David Roldán sugiere áreas de enfoque claras para pasar de la experimentación al impacto:
- Innovación de procesos: La IA nos permite cuestionar el orden establecido. Si la forma estándar de resolver un problema es “1, 2, 3”, la IA nos permite simular qué ocurre si alteramos esa secuencia, impulsando la innovación creativa.
- Eficiencia operativa y RRHH: Desde chatbots para la atención al cliente hasta herramientas de apoyo a la selección de personal, que liberan a los equipos de tareas repetitivas.
- Gestión y predicción de riesgos: Utilización de modelos de predicción del riesgo en seguros de hogar, concesión de hipotecas o apoyo a planes de venta.
Infraestructuras y gobernanza: El nuevo núcleo estratégico
Para permitir estos casos de uso, la infraestructura de datos debe ser sólida. Roldán, con su experiencia en arquitectura de integración y API, subraya que el problema rara vez es la tecnología en sí, sino la gobernanza de la misma.
Gobernanza de la IA no se trata sólo de cumplir la normativa (como la Ley de AI); se trata de establecer normas internas que garanticen la trazabilidad. Necesitamos saber “quién hace qué, cómo y con qué herramientas” para garantizar que el uso de la IA sea ético, responsable y alineado con los objetivos empresariales.. Sin esta capa de control, que actúa como base del “lago de datos”, es imposible generar la confianza necesaria para que los clientes adopten estas soluciones.
Las personas en el centro de la transformación
Quizá el punto más crítico que destaca Roldán es que, en plena revolución tecnológica, las competencias más valiosas son las humanas.
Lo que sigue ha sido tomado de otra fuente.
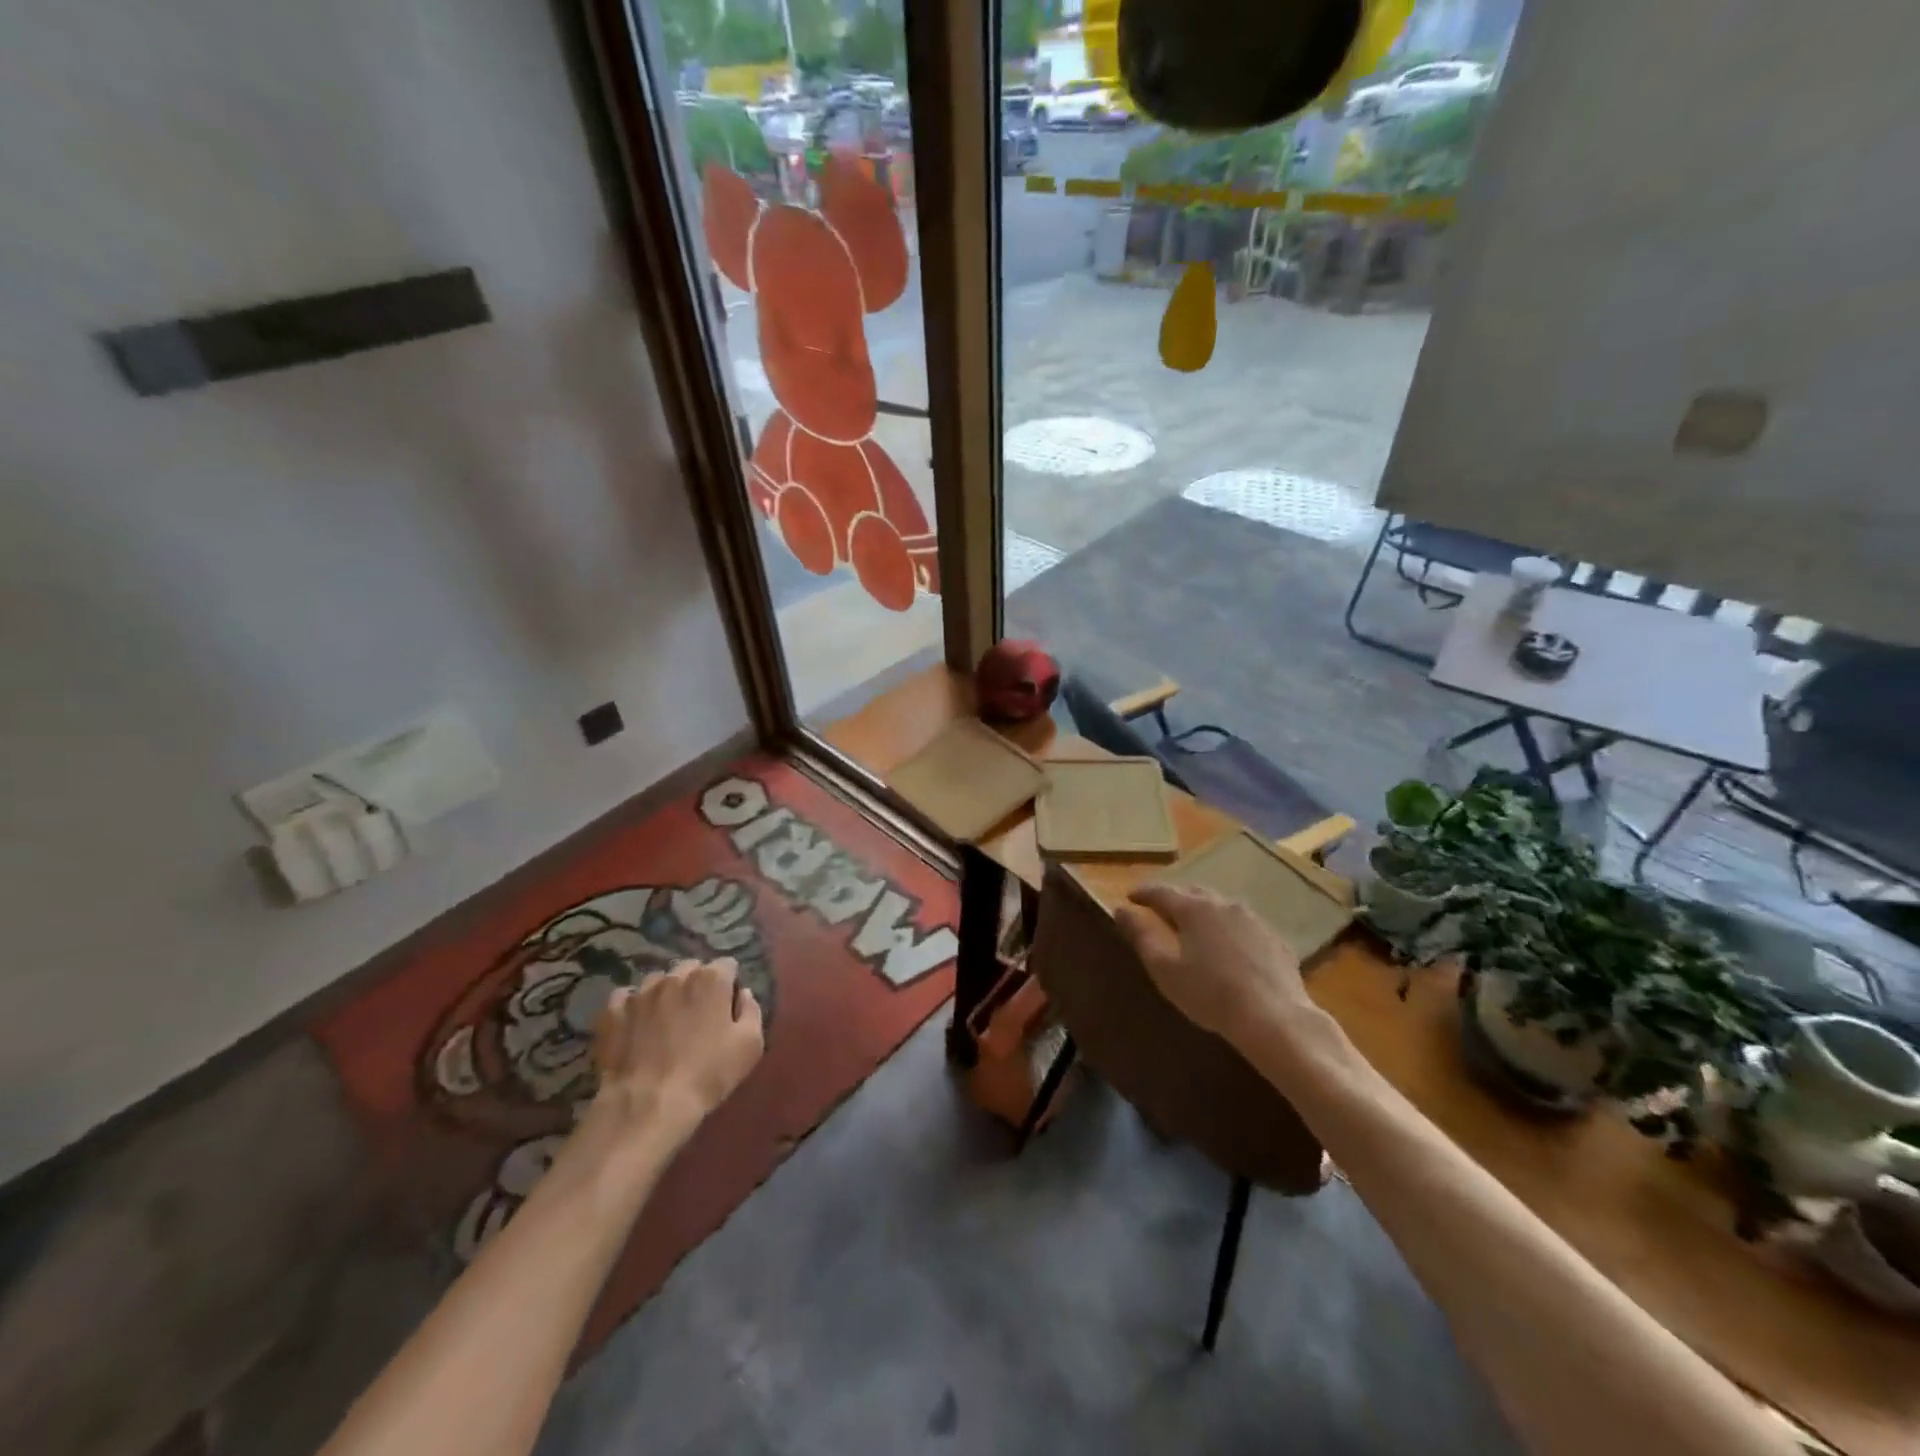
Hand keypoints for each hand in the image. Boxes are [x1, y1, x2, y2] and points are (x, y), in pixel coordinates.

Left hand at [588, 958, 764, 1147]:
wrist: (648, 1104)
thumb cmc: (707, 1074)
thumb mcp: (750, 1045)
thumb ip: (751, 1011)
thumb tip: (743, 994)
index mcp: (711, 980)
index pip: (726, 965)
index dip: (729, 984)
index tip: (727, 1005)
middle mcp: (675, 976)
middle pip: (691, 968)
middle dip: (696, 983)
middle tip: (698, 1013)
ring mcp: (640, 992)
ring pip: (657, 981)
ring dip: (665, 993)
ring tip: (665, 1019)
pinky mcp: (613, 1012)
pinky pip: (625, 998)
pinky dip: (632, 1006)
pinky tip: (635, 1025)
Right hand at [1114, 885, 1310, 1042]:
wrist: (1274, 1018)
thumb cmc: (1210, 995)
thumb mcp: (1165, 969)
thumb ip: (1141, 936)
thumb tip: (1121, 910)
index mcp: (1194, 909)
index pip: (1161, 892)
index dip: (1143, 893)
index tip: (1129, 898)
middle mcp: (1223, 904)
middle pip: (1193, 893)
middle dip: (1174, 899)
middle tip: (1160, 911)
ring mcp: (1253, 919)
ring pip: (1220, 906)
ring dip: (1203, 912)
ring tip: (1194, 928)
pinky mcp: (1274, 938)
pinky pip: (1243, 925)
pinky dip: (1228, 929)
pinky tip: (1228, 948)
Mientras que habilidades duras y las tareas cognitivas repetitivas son cada vez más automatizables por la IA, competencias interpersonales como la empatía y el pensamiento crítico siguen siendo insustituibles.
💡David dijo...
"La IA nos permite automatizar tareas repetitivas que no aportan mucho valor, dejándonos espacio para la creatividad."
La banca del futuro requerirá profesionales que actúen como “filtro de calidad”, cuestionando los resultados de la IA para evitar alucinaciones y sesgos. Como concluye Roldán, la tecnología podrá procesar la puntuación crediticia, pero la empatía, la ética y la capacidad de entender el contexto del cliente seguirán siendo dominio exclusivo de las personas.